Dans les dernières années de sa vie, il connaît la consécration locale, puis internationale, grâce à cette oeuvre complètement décalée pour l'époque.
Son fils Cyril, très fier de ce père qu'il a peu côtoyé, prénomme sa deuxième fille Alice, en souvenir de cette demi-soeur trop tôt décédée.
Le facteur Cheval décède à l'âge de 88 ans. Son oeuvre est classée au titre des Monuments historiques depuis 1969, grâce à André Malraux.

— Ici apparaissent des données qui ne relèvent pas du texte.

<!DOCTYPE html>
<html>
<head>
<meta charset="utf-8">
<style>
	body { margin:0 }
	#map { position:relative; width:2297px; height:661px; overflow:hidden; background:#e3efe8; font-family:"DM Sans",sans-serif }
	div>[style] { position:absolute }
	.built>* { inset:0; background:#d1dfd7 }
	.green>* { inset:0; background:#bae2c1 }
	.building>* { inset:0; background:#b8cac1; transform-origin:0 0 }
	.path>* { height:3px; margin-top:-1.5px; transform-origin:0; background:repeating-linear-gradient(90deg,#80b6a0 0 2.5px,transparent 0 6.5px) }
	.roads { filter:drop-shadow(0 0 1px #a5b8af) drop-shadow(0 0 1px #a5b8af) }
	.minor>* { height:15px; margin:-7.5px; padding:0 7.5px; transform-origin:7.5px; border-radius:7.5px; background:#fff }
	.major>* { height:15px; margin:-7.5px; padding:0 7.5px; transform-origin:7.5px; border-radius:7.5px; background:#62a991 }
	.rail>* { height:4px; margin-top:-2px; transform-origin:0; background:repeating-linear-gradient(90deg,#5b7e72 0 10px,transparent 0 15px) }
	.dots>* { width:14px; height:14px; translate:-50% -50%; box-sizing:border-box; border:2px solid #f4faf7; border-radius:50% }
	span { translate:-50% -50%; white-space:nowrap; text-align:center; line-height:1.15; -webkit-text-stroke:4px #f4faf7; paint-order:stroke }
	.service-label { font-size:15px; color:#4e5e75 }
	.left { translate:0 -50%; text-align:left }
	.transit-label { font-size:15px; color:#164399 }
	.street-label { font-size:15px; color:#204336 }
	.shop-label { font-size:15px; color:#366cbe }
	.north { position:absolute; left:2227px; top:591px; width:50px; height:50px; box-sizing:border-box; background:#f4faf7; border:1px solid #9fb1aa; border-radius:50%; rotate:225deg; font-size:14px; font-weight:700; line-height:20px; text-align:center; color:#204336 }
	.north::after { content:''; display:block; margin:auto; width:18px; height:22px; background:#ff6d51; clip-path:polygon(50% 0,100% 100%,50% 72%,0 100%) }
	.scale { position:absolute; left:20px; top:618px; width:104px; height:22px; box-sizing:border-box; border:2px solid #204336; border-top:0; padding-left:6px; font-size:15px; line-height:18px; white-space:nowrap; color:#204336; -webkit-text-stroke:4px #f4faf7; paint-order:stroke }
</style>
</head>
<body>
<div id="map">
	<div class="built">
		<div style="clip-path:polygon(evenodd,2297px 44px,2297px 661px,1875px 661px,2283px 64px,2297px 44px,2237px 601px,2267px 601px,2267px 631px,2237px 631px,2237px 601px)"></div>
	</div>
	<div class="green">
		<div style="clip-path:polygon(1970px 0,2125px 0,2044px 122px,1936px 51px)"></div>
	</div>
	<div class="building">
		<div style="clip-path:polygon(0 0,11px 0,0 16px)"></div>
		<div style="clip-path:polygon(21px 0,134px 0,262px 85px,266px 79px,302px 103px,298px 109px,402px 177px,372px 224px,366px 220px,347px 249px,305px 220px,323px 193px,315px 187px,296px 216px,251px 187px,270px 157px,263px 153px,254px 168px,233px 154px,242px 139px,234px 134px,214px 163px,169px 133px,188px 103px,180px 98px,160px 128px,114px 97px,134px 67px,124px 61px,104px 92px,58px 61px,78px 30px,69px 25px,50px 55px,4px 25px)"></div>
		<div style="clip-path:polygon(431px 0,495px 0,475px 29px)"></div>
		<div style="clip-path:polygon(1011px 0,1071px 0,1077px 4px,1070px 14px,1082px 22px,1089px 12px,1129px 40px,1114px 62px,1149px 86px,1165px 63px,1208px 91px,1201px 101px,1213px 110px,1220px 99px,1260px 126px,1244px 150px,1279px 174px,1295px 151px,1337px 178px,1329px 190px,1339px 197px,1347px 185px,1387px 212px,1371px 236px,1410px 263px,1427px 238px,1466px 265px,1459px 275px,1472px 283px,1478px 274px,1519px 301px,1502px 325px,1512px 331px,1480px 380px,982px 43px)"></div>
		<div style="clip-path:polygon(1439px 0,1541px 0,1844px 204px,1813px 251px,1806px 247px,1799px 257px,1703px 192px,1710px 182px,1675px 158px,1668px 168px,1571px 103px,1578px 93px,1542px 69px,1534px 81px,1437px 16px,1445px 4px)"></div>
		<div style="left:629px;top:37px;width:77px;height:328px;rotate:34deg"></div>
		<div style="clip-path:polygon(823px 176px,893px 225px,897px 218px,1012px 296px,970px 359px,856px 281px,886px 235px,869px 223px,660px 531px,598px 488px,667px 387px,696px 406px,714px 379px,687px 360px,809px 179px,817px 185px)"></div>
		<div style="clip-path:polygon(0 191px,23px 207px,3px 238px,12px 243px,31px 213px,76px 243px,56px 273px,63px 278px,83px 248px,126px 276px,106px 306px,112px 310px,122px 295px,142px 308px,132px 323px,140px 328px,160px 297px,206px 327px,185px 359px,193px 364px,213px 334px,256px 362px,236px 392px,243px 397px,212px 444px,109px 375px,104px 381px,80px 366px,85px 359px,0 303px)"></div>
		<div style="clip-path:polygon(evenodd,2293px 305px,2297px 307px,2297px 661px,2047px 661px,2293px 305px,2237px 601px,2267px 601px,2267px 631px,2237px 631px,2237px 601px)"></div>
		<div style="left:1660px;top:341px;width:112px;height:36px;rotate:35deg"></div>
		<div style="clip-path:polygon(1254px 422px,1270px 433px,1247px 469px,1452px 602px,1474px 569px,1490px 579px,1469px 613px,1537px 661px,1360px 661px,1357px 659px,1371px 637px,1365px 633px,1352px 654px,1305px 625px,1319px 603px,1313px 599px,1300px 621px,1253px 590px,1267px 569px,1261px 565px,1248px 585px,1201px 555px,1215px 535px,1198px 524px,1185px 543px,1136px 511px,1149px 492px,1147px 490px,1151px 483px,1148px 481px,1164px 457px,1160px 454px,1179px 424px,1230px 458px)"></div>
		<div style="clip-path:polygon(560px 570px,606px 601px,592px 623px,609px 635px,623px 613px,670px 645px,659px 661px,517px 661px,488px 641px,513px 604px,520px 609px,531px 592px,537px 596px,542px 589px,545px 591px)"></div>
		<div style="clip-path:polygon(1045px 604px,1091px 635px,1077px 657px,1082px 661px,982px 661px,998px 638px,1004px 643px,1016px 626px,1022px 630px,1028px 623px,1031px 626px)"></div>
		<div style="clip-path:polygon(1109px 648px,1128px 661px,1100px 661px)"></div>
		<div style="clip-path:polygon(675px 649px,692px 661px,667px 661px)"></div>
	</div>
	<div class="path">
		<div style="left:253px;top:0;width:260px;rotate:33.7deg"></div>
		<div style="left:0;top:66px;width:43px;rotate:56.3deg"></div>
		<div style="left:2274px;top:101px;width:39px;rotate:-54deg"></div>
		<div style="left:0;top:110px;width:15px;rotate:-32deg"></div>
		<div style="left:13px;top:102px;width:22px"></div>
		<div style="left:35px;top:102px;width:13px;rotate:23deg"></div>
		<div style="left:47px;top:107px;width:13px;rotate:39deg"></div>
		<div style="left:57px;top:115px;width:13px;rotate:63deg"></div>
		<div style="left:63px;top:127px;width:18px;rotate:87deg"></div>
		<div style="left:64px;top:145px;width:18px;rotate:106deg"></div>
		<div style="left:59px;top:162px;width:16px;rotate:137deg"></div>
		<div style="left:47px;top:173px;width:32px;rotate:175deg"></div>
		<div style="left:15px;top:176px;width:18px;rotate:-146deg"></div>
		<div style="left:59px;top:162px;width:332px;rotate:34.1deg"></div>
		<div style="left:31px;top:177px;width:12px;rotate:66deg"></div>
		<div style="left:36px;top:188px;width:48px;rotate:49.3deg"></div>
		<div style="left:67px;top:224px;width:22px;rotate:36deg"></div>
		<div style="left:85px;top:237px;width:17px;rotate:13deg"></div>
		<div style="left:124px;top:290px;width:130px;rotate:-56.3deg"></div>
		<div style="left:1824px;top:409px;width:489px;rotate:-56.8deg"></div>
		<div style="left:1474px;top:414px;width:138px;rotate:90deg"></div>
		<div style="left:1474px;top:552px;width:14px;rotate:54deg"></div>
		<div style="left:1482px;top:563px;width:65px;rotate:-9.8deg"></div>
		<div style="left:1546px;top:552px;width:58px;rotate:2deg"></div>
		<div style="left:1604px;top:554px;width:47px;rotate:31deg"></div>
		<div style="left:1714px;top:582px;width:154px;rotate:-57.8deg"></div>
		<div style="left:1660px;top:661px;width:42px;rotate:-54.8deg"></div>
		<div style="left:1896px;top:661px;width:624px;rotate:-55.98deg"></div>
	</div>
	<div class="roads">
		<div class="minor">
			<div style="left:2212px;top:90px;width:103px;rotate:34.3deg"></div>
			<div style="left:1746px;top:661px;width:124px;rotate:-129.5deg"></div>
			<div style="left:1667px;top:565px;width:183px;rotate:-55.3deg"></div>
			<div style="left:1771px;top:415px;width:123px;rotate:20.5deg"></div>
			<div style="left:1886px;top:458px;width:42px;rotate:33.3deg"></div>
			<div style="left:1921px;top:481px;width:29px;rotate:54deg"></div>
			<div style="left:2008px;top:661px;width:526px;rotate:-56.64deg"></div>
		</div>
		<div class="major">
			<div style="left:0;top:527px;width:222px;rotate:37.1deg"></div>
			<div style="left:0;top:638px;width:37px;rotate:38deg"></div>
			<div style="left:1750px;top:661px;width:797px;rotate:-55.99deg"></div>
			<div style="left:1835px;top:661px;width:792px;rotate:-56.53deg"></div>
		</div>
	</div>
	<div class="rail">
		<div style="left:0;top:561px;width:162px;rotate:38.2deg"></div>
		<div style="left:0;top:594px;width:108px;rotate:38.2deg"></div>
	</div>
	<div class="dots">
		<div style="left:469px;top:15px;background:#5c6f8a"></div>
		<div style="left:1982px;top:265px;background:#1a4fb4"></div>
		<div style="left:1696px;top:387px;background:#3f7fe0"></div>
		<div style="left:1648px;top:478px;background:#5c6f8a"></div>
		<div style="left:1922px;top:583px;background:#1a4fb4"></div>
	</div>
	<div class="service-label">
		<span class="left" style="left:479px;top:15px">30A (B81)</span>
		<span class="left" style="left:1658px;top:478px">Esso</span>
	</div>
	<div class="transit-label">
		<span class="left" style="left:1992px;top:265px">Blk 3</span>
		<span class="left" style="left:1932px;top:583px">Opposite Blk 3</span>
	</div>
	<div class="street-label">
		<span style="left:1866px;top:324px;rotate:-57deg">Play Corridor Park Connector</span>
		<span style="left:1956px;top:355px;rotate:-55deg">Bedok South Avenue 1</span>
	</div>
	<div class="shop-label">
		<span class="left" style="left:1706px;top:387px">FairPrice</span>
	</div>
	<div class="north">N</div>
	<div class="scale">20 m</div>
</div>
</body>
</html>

Ce film est un condensé de beauté et d'émotion. Niels Tavernier a su capter en toute saison ce que le paysage de la Drôme a de magnifique, avec ses essences méditerranéennes, ou dans le lointain ses cimes enneigées, de grands panoramas sublimés par la lumière. De plus, l'atmosphère de l'époque est bien rendue dans la simplicité de la vie, les gestes quotidiens, la souffrance causée par la maladie fréquente et le deuil. Et que dire du facteur Cheval? Ce grand taiseux, mal à l'aise dans sa relation à l'autre, a des trésors d'amour à offrir qu'il exprime dans la construction de ce Palais idéal pour sa fille Alice. Jacques Gamblin en fait une composition bouleversante; il sait souligner les moindres variations de ses émotions, en faire un être totalement habité par son art, s'est approprié le physique et l'intériorité de ce personnage singulier avec une maestria étonnante :

"En perdant quelques kilos, avec une heure trente de maquillage quotidien (visage et mains comprises), il a réussi à ressembler tellement à Joseph Ferdinand Cheval que, dans le film, certains ne l’ont pas reconnu tout de suite. Il s’est approprié ce rôle d’une manière hallucinante. En amont du tournage, il a énormément travaillé. Il a appris les textures des pierres et le maniement des instruments des maçons en répétant leurs gestes pendant des heures. Il est allé au-delà de la précision que demandait le film, tout en faisant évoluer son personnage sur un demi-siècle. Son travail est celui d’un orfèvre. Il nous a stupéfiés !" Niels Tavernier

Laetitia Casta est une Philomène très crédible, femme fidèle qui a supporté les sautes d'humeur, les délires du facteur tout en le soutenant jusqu'à sa mort, en dépit de l'hostilité de certains qui le tenaient pour fou.
Après avoir vu le film, il ne reste plus qu'à aller à Hauterives, voir de près cette oeuvre incroyable, née de l'imagination d'un être touchant , qui a inspiré d'autres artistes, notamment Tinguely, Nicky de St Phalle, Hundertwasseur et beaucoup d'autres.